自分の娘はいずれ夫を娶り公爵家を継ぐ、そうなるように育てていたのだ。
(どこの女に孕ませたか解らないような子供に、私の公爵家を奪われてたまるもんですか)
母マゼンダもまた公爵家の女だった。
[エラム家]と領地を接する[ガープ家]の三女で生粋の貴族だ。
野蛮で野心家のボルス公爵、彼を敵にまわさない為に彼女の父が進めた結婚だった。
彼女はそれを貴族の勤めとして受け入れたが、それをどこの薄汚い女が産んだような子供に邪魔をされたくは無いのは当然だった。
(自分の産んだガキが、どれだけの不良品・粗悪品か知りもしないで結構な話だな。私の魔力の無さをしったら絶望するんじゃねぇ・・・ああそうか、だからあの時、母さんはあんな顔をしていたのか)
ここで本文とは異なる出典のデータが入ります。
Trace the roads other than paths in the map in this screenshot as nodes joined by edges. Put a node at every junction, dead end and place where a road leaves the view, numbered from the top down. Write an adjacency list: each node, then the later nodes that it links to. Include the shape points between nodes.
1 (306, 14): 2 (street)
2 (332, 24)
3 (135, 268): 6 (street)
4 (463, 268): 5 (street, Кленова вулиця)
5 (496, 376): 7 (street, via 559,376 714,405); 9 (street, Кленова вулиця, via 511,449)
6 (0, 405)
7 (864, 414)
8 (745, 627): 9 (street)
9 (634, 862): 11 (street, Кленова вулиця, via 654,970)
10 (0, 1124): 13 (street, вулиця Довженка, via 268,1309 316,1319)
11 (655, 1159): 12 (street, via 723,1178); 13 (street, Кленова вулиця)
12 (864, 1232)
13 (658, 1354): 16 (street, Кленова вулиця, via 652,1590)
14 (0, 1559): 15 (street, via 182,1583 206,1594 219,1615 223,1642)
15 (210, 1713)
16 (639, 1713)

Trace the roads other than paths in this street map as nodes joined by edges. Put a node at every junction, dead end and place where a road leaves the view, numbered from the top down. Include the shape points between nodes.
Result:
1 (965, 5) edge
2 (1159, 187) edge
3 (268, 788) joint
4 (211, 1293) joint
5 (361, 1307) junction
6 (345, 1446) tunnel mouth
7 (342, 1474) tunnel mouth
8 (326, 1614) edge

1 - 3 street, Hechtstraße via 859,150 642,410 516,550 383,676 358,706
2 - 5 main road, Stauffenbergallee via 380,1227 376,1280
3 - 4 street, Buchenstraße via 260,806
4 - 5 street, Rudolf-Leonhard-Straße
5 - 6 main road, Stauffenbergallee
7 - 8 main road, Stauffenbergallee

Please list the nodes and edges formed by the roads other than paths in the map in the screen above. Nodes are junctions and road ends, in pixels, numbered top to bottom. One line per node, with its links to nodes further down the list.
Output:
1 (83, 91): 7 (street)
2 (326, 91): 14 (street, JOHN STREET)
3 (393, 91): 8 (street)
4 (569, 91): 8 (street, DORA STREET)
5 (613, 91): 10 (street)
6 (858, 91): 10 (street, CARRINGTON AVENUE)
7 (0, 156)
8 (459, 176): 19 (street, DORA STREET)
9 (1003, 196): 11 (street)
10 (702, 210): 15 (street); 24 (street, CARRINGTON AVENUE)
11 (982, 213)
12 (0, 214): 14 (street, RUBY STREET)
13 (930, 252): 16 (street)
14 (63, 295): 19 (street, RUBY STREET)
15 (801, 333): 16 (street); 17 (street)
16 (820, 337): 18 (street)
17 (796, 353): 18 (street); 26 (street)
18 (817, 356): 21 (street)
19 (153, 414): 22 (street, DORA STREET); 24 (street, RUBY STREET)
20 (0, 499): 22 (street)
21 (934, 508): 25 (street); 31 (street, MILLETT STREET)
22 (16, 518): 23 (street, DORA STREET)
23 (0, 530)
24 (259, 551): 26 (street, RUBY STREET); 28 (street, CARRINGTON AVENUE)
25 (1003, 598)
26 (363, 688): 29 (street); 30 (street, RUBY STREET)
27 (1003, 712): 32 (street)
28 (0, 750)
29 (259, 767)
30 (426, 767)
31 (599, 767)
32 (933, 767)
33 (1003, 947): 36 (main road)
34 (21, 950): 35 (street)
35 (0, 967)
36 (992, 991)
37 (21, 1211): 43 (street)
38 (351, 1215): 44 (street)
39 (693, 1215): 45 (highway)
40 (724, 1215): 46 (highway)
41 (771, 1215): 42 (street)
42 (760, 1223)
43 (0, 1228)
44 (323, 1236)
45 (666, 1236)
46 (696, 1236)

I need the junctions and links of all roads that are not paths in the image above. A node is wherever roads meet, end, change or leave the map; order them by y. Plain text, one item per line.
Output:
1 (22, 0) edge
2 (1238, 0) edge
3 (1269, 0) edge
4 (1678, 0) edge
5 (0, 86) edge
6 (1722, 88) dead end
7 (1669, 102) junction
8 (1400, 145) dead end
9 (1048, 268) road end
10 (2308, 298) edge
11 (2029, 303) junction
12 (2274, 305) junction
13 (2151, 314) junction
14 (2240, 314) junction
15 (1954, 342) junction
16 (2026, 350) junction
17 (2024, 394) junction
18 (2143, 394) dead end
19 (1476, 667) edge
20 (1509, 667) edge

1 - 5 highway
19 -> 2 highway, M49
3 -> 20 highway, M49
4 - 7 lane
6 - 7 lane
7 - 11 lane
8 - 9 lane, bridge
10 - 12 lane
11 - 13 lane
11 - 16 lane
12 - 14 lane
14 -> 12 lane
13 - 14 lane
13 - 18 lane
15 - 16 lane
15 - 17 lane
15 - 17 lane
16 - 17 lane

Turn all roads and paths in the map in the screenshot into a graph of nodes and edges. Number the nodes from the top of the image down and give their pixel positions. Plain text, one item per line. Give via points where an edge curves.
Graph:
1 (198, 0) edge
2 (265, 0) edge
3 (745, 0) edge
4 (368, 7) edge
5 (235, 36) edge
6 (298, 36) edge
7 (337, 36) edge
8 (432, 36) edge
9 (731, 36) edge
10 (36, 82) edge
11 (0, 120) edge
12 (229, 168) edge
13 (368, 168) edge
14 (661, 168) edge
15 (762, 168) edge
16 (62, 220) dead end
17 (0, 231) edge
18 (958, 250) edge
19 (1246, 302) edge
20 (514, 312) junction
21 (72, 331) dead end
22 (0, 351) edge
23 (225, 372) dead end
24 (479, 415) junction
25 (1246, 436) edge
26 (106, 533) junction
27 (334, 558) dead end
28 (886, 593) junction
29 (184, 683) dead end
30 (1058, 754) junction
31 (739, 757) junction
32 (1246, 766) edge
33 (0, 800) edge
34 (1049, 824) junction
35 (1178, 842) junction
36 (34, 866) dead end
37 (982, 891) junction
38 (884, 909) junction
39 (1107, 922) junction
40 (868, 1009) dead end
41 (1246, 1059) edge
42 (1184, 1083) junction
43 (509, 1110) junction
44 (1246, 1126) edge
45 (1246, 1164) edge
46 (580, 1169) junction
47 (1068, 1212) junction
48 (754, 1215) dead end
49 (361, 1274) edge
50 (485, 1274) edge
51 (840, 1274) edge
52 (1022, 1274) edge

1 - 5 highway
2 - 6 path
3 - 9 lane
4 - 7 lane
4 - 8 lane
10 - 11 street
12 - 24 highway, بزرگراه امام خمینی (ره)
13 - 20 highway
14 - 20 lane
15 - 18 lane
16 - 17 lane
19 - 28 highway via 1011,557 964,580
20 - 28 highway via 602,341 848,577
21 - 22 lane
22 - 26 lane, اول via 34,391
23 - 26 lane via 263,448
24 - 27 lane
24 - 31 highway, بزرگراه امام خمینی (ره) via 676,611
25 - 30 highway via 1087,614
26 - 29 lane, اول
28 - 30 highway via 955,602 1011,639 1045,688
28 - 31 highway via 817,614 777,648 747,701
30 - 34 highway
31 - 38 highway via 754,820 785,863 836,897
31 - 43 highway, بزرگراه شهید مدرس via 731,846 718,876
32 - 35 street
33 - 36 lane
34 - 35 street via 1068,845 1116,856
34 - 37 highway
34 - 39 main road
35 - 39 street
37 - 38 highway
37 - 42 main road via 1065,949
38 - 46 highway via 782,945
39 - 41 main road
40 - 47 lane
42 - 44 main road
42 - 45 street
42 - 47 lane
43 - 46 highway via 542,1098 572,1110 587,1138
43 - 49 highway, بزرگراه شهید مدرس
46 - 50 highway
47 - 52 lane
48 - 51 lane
氷のように冷たく貼り付けた感情の無い顔、侮蔑・諦め・後悔・蔑み・・あれが自分の産んだ失敗作を見る親の顔だったんだ。
自分の失敗作を隠すように毒を盛る母の顔、あれは私に対する怒りと母親としての憐憫、それを隠す顔だったのだと気付く。
いつかマゼンダはルージュを毒殺する事になる、魔力量の少ない粗悪品を生み出した母、そんな不名誉を消し去り自分の失敗作を自分の手で壊し捨てるだろう。
(いつかの私と同じだ、けどさ。。。お前は貴族の面目を保つ為に私を殺した、私は自分が生きる為に、喰って行く為に・・・・だったんだ、けど同じか)
親に殺される、そこに違いは無いのだろう。
ははっ、私は母親の血をちゃんと継いでたってことか、子殺しの業もちゃんと引き継いでたのか私は。
愚かだな、本当に愚かで醜い親子だよ、私達は。